After hours of staring at the sun and basking in its warm blithe, with reluctance, I head back home. As I swim towards my adobe, a weird tingling feeling crosses my mind. It is as if something bad is about to occur.
I enter the home before mother’s arrival. I feel good to reach before her as I don’t have to do any explanation of my ruse. I finish my homework, have a snack and complete a half-read book. She is still not back. It is unusual of mom to stay late and my worry gradually starts to mount. To deviate my mind, I turn on the television. But after hours of watching some random cartoons mom has still not returned.
My nervousness forced me to go out and look for her. I check the shop where she always goes, aunt’s house, which is her favorite place, and the neighborhood, but I fail to locate her. I check the hills under the sea where I used to swim down when I was a kid and every place I can think where she can go, but she is nowhere to be found.
Tears roll down my cheeks. How I wish mom would come and hug me like she always does. Tired of my ordeal I sit outside the Whale Tribunal – the local News Office thinking about her sudden disappearance. And then I peek inside the office. What I see made me shudder. I read the evening paper headline, “Lucinda Bertha, a whale resident of Water Wire Town, is most likely dead. It all started when she was searching her son, Max Bertha. While out in the ocean she got trapped in a whirlpool and sunk into the infamous ravine. All whales caught in that ravine had never been spotted again.”
It is now crystal clear to me. Mother must have returned early and when she couldn’t find me she must have turned nervous. And in the hullabaloo of searching, she accidentally got caught in the ravine.
I swim, as fast as I can, all the way to the whirlpool. The last thing I want is mother’s carrion flowing through the ocean. I observe the vortex as it creates force making the water move at very high-speed. I must save her she cannot be gone, leaving me all by myself. With renewed hope, I plunge into the ravine. The gyre swirl around me and I lost my senses and sink into the abyss.

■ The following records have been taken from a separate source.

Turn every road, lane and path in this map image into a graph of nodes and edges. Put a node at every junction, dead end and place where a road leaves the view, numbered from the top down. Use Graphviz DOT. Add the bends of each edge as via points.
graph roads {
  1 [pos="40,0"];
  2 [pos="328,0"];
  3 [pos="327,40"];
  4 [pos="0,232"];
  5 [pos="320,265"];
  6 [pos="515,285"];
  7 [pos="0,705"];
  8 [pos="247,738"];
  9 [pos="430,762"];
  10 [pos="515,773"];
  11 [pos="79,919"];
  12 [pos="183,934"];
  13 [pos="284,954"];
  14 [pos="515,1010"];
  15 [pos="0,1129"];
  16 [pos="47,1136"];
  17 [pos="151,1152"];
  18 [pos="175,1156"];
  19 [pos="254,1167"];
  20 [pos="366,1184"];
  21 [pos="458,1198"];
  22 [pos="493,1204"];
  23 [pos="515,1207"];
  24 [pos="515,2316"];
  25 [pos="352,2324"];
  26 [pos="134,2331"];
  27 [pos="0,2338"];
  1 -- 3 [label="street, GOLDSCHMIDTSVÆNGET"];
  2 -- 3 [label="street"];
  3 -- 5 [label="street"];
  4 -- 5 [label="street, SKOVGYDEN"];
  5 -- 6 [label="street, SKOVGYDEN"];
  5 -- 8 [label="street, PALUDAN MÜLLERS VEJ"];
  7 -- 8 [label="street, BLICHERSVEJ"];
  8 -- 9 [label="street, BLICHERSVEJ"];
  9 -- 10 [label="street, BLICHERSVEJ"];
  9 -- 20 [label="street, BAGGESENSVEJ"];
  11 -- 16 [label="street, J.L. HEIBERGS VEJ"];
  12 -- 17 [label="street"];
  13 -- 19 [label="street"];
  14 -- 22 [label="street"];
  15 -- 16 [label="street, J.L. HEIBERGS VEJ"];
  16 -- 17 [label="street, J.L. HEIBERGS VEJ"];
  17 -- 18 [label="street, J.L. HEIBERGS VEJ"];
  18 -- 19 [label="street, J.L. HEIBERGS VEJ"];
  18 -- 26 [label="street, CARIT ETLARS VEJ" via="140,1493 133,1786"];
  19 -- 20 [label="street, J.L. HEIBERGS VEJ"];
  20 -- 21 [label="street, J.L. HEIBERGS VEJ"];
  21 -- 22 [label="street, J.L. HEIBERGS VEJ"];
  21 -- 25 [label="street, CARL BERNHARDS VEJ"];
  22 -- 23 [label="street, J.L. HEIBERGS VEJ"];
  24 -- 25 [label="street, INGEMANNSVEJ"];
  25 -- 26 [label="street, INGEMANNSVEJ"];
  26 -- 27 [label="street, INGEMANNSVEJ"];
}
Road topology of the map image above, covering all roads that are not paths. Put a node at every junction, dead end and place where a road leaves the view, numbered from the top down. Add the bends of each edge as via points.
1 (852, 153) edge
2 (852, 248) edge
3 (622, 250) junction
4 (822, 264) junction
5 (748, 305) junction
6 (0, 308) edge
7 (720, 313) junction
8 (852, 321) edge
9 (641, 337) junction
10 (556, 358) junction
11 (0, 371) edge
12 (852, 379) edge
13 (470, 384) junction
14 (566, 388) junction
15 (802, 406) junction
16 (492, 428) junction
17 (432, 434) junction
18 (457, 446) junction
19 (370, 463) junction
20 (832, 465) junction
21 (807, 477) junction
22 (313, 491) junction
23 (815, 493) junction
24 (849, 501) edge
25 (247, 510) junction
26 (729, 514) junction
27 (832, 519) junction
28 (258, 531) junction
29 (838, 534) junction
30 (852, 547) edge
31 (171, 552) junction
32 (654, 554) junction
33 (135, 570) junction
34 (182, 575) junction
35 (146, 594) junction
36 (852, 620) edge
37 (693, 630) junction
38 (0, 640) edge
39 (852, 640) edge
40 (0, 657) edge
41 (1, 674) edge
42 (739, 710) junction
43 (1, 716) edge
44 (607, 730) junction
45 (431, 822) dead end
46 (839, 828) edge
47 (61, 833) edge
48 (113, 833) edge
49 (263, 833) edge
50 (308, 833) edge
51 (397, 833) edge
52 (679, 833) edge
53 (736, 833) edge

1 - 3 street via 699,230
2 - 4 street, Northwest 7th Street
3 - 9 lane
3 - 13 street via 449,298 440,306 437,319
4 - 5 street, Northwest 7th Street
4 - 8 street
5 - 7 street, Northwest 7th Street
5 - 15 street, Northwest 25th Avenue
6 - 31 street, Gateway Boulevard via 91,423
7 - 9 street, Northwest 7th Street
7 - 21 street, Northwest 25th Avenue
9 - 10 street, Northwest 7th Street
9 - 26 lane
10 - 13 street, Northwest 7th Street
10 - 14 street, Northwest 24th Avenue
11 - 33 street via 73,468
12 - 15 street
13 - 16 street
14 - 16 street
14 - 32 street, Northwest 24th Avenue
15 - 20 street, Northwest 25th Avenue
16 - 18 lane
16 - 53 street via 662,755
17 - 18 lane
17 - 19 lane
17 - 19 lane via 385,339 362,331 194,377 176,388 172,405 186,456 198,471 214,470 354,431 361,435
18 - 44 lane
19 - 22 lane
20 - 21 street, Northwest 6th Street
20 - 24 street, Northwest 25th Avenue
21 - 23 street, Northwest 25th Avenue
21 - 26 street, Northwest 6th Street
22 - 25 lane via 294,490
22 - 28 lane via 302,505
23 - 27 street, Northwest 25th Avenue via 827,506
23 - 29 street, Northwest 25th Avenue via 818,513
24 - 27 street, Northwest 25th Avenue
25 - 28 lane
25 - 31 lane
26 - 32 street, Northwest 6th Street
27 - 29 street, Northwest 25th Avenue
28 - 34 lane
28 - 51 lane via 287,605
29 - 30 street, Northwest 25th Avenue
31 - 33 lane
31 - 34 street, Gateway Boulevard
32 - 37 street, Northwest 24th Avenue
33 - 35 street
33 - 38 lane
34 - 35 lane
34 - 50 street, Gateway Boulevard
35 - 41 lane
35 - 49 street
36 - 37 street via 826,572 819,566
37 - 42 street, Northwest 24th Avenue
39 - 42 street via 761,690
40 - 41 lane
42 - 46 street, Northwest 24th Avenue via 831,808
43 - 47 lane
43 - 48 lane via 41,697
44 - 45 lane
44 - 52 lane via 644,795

A few hours later I feel someone patting my back. I open an eye and see mother, and then I open my other eye with great interest.
“Mother?” I ask with an awkward feeling. I am unable to speak properly, and neither is Mother. She is happy to see me alive. I narrate everything to her in details. “I heard you calling me so I come here for you,” I said smiling with a glee.
“You shouldn’t have come. We are stuck here forever. It is impossible to swim out of this ravine. I tried for hours, but not once successful.”
I thought for a moment and said. “Mom, we may be stuck today, but I know we will get outside this ravine soon. Maybe the water changes its directions or a magical sling pull us back up. We might escape from a slit in the ravine walls, or find a nearby drain and escape through the culvert. It may be hard swimming against the force of the water, but if we keep working and keep trying together, we will succeed. And one day, we will be out, not you or me, but you and me, together.”
Mother smiled so did I and I drift to sleep on mother’s lap remembering the beautiful horizon full of colors above the ocean.